The Process: Storing Additives Separately Using Common Convey Lines
To begin their process, two bulk bag unloading stations are used to introduce various additives into two separate systems. Those additives include soy flakes, cellulose, pea fiber, mineral PX, potassium chloride, salt, calcium carbonate, monocalcium dical, lysine, beet pulp, sugar, and soy concentrate. Because there is a total of 12 additives, each station processes 6 additives, and each additive is introduced into the system separately. Upon entering the system, an additive is pneumatically conveyed into a vented bin before being gravity discharged through an airlock. Below the airlock, six surge bins are used to store each additive separately. Upon passing through the airlock, an additive is diverted into its appropriate surge bin. Before introducing a new additive, the convey line is purged of residual materials. Therefore, though six additives are processed through a common convey line, they are not combined at this stage in production.
The Solution: Vortex Multi-Port Diverter
For this application, the client's primary concerns were:
- Stack-up height in a limited space installation;
- Creating a minimal footprint with no line extensions, so that multiple additives can be handled in a common process; and
- Inspection/maintenance features.
Application:
- Gravity conveyance
- Material temperatures up to 120° F | 50° C
- Processing speeds: 500 – 625 PPM
- Indoor installation
With these specifications in mind, Ball Sales recommended a Vortex Multi-Port Diverter. To meet the application requirements, these Multi-Port Diverters were modified to use Vortex Seal Tite Diverters. This is unlike typical Vortex Multi-Port Diverters, which are often constructed using Vortex Wye Line Diverters.
For Vortex, the primary challenge was stack-up height in the limited space installation.
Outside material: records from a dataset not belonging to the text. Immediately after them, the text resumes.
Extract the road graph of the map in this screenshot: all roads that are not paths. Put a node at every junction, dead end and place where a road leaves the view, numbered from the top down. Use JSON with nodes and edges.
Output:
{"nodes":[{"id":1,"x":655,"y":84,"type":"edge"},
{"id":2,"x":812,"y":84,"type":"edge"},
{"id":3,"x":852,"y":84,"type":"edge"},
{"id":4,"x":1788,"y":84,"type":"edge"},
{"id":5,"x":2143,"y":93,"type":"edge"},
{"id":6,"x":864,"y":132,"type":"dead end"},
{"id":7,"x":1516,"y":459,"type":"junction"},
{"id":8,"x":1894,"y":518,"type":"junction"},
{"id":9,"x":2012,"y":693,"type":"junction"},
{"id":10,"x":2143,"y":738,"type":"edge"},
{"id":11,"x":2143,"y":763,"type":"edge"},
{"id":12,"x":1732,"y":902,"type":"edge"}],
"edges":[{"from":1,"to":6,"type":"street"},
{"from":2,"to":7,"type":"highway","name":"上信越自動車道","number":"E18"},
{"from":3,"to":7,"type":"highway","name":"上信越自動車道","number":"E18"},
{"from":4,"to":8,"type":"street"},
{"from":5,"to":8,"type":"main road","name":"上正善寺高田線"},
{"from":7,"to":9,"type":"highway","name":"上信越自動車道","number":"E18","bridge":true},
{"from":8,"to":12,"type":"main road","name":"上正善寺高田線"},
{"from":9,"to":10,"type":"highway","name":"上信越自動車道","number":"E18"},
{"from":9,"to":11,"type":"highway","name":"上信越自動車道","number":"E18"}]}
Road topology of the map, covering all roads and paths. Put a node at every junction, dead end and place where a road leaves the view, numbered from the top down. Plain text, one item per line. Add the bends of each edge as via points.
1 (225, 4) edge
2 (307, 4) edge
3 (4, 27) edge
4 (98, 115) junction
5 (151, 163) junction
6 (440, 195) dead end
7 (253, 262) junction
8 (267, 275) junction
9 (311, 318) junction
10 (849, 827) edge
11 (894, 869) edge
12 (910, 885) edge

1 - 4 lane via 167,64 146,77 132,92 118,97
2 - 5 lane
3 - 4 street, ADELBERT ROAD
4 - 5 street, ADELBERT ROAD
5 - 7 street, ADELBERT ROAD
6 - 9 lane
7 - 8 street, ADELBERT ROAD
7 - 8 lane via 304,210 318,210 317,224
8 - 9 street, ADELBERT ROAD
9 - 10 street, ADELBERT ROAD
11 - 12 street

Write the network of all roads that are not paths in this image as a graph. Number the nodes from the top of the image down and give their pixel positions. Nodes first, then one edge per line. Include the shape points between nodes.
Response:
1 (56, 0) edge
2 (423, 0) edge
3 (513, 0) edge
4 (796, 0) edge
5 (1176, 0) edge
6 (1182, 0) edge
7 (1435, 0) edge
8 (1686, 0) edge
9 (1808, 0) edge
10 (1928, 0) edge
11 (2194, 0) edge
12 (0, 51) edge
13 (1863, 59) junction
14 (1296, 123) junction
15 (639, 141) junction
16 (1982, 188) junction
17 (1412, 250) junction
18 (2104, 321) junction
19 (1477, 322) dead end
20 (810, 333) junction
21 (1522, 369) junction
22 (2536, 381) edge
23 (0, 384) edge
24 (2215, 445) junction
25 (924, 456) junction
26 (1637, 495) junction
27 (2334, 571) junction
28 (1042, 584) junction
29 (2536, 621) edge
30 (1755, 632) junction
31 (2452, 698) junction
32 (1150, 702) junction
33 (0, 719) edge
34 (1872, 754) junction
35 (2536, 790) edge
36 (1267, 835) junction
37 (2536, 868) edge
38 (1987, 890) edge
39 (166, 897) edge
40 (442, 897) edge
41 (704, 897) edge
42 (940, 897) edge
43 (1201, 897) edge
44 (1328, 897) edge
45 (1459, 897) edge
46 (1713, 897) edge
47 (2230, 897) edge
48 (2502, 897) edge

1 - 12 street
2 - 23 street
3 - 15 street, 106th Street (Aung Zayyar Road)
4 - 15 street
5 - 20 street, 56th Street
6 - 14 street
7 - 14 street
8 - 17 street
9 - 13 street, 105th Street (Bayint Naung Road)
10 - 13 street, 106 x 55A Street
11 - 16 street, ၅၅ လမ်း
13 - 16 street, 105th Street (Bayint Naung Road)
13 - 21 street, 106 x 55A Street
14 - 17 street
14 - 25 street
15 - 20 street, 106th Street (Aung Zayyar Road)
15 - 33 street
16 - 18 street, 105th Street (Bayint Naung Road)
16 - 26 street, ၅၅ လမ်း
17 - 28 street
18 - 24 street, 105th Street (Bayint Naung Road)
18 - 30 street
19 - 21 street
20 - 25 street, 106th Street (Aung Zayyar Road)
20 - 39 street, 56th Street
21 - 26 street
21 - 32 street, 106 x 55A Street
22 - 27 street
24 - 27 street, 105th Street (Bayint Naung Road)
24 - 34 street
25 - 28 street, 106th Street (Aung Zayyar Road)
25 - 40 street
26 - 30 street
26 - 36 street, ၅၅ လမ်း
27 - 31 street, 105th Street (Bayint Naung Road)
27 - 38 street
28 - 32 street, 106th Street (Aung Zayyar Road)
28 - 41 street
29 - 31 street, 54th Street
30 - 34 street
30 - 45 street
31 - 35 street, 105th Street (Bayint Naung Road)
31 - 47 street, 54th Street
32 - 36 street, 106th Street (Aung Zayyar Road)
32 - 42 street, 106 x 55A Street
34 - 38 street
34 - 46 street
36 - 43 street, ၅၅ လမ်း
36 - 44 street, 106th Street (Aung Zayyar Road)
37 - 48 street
More specifically, space was needed to adequately distance the multiple Seal Tite Diverters used to make up the Multi-Port Diverter, so that they could properly route to their respective surge bins while maintaining their angle of repose, to allow optimal flow rates.
Typically, process engineers would vertically stack two straight leg (K-style) flap diverters to create a 3-way flap diverter configuration. A pitfall to this configuration is it significantly adds to overall stack-up height. With this issue in mind, Vortex has developed a three-way Seal Tite Diverter – of which several were used in this Multi-Port configuration. The primary benefit of a three-way diverter is that it integrates what would be a need for two diverters into a single unit, which significantly reduces
overall stack-up height.
To meet the client’s requirements, each Multi-Port Diverter was assembled using:
- (Qty. 1) two-way Seal Tite Diverter with a symmetrical (A-style) design and square outlet transition chutes constructed from carbon steel. The purpose of the transition chutes is to extend the diverter's outlet legs, to make clearance for the three-way diverters below.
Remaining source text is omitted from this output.